#### [Work instruction]
If a line in the data below contains the word "GEBHARDSTRASSE", copy it out.

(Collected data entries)
========
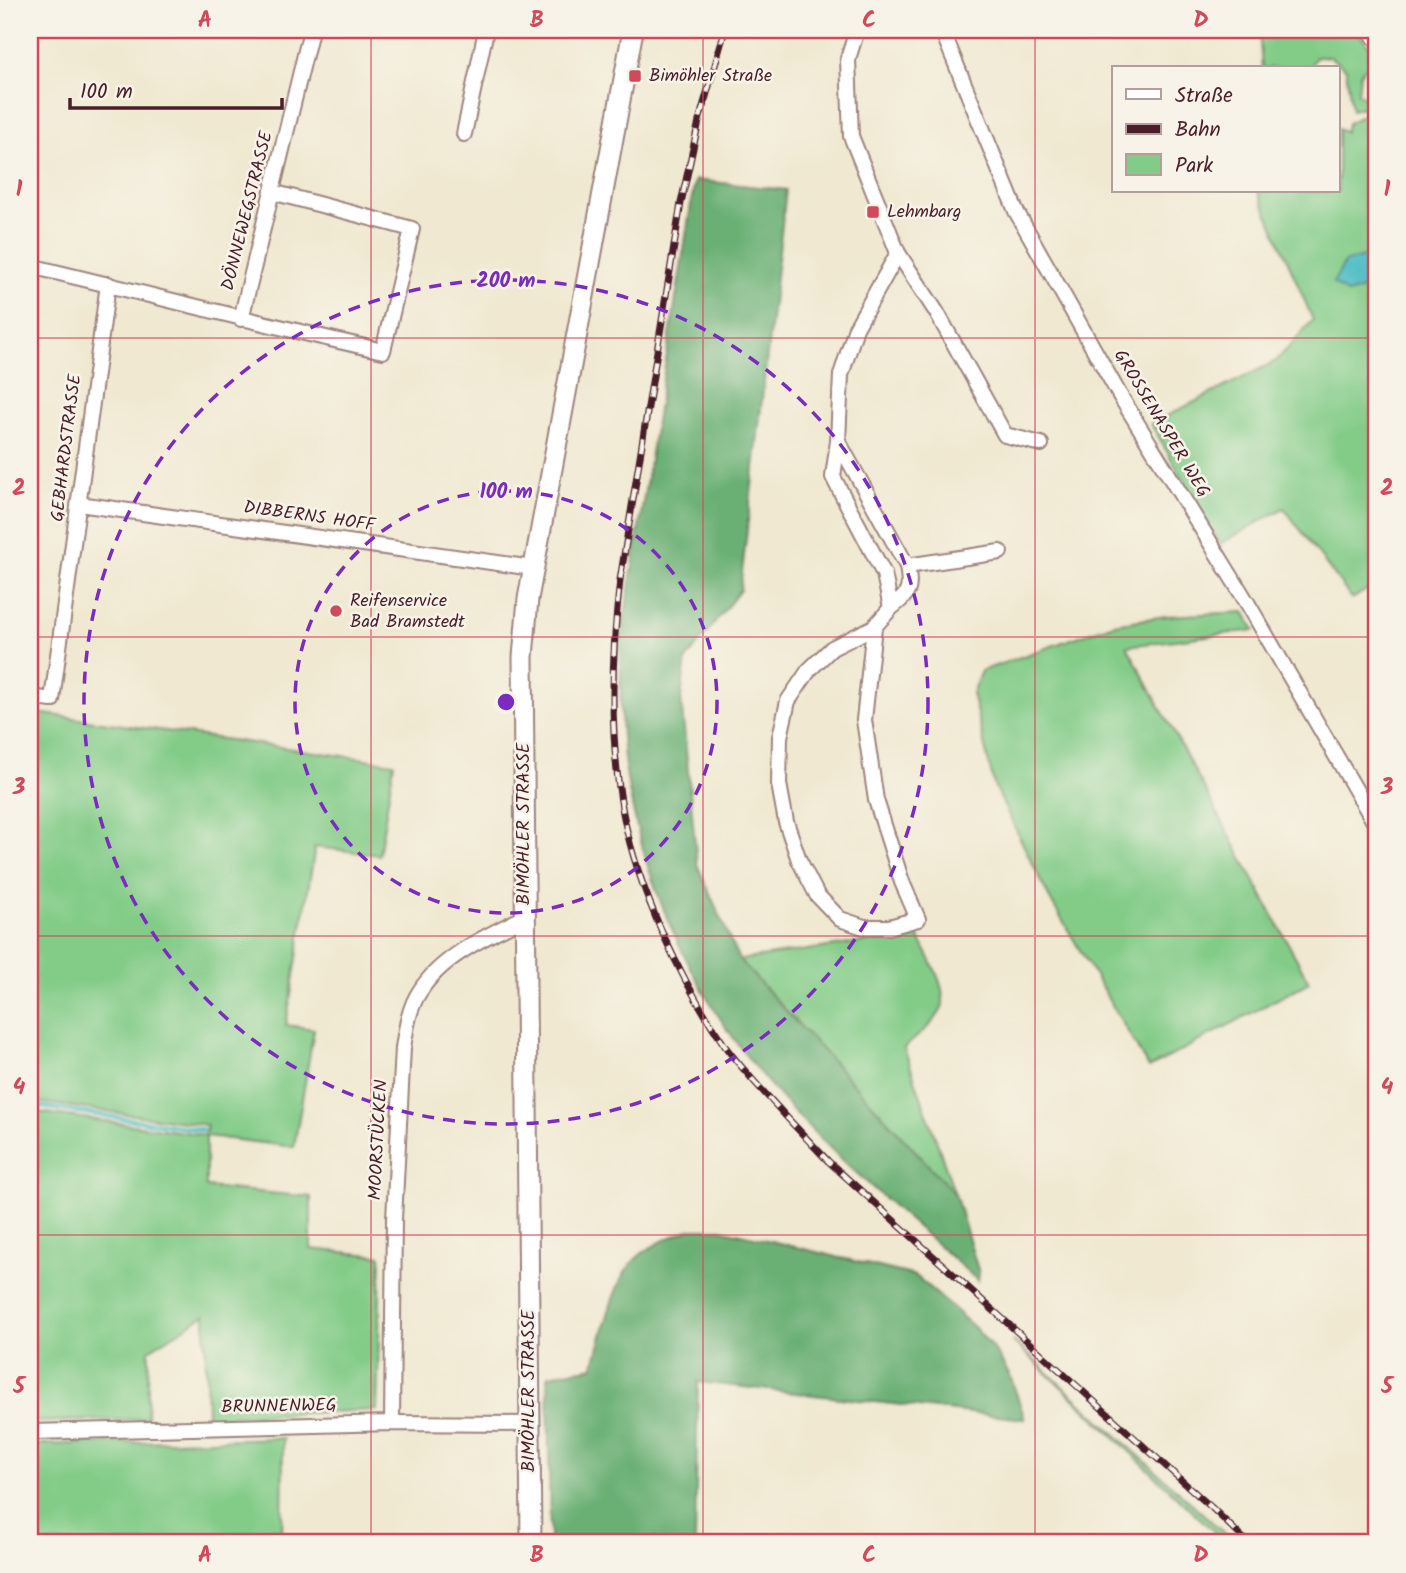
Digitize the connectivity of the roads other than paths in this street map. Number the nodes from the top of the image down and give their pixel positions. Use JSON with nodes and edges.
{"nodes":[{"id":1,"x":311,"y":30,"type":"edge"},
{"id":2,"x":486,"y":30,"type":"edge"},
{"id":3,"x":632,"y":30,"type":"edge"},
{"id":4,"x":857,"y":30,"type":"edge"},
{"id":5,"x":942,"y":30,"type":"edge"},
{"id":6,"x":1370,"y":30,"type":"edge"},
{"id":7,"x":1376,"y":38,"type":"edge"},
{"id":8,"x":464,"y":134,"type":"dead end"},
{"id":9,"x":272,"y":192,"type":"junction"},
{"id":10,"x":898,"y":253,"type":"junction"},
{"id":11,"x":30,"y":266,"type":"edge"},
{"id":12,"x":108,"y":284,"type":"junction"},
{"id":13,"x":241,"y":319,"type":"junction"},
{"id":14,"x":838,"y":441,"type":"junction"},
{"id":15,"x":1041,"y":444,"type":"dead end"},
{"id":16,"x":79,"y":504,"type":"junction"},
{"id":17,"x":1000,"y":552,"type":"dead end"},
{"id":18,"x":907,"y":565,"type":"junction"},
{"id":19,"x":533,"y":568,"type":"junction"},
{"id":20,"x":891,"y":608,"type":"junction"},
{"id":21,"x":873,"y":627,"type":"junction"},
{"id":22,"x":30,"y":697,"type":"edge"},
{"id":23,"x":1376,"y":825,"type":"edge"},
{"id":24,"x":525,"y":917,"type":"junction"},
{"id":25,"x":392,"y":1423,"type":"junction"},
{"id":26,"x":530,"y":1424,"type":"junction"},
{"id":27,"x":30,"y":1432,"type":"edge"},
{"id":28,"x":531,"y":1543,"type":"edge"}],
"edges":[{"from":1,"to":9,"type":"street","name":"DÖNNEWEGSTRASSE"},
{"from":2,"to":8,"type":"street"},
{"from":3,"to":19,"type":"street","name":"BIMÖHLER STRASSE"},
{"from":4,"to":10,"type":"street"},
{"from":5,"to":23,"type":"street","name":"GROSSENASPER WEG"},
{"from":6,"to":7,"type":"street"},
{"from":9,"to":13,"type":"street","name":"DÖNNEWEGSTRASSE"},
{"from":9,"to":13,"type":"street"},
{"from":10,"to":14,"type":"street"},
{"from":10,"to":15,"type":"street"},
{"from":11,"to":12,"type":"street"},
{"from":12,"to":13,"type":"street"},
{"from":12,"to":16,"type":"street","name":"GEBHARDSTRASSE"},
{"from":14,"to":18,"type":"street"},
{"from":14,"to":20,"type":"street"},
{"from":16,"to":19,"type":"street","name":"DIBBERNS HOFF"},
{"from":16,"to":22,"type":"street","name":"GEBHARDSTRASSE"},
{"from":17,"to":18,"type":"street"},
{"from":18,"to":20,"type":"street"},
{"from":19,"to":24,"type":"street","name":"BIMÖHLER STRASSE"},
{"from":20,"to":21,"type":"street"},
{"from":21,"to":21,"type":"street"},
{"from":24,"to":25,"type":"street","name":"MOORSTÜCKEN"},
{"from":24,"to":26,"type":"street","name":"BIMÖHLER STRASSE"},
{"from":25,"to":26,"type":"street","name":"BRUNNENWEG"},
{"from":25,"to":27,"type":"street","name":"BRUNNENWEG"},
{"from":26,"to":28,"type":"street","name":"BIMÖHLER STRASSE"}]}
========
#### [Answer area]
{"from":12,"to":16,"type":"street","name":"GEBHARDSTRASSE"},
{"from":16,"to":22,"type":"street","name":"GEBHARDSTRASSE"},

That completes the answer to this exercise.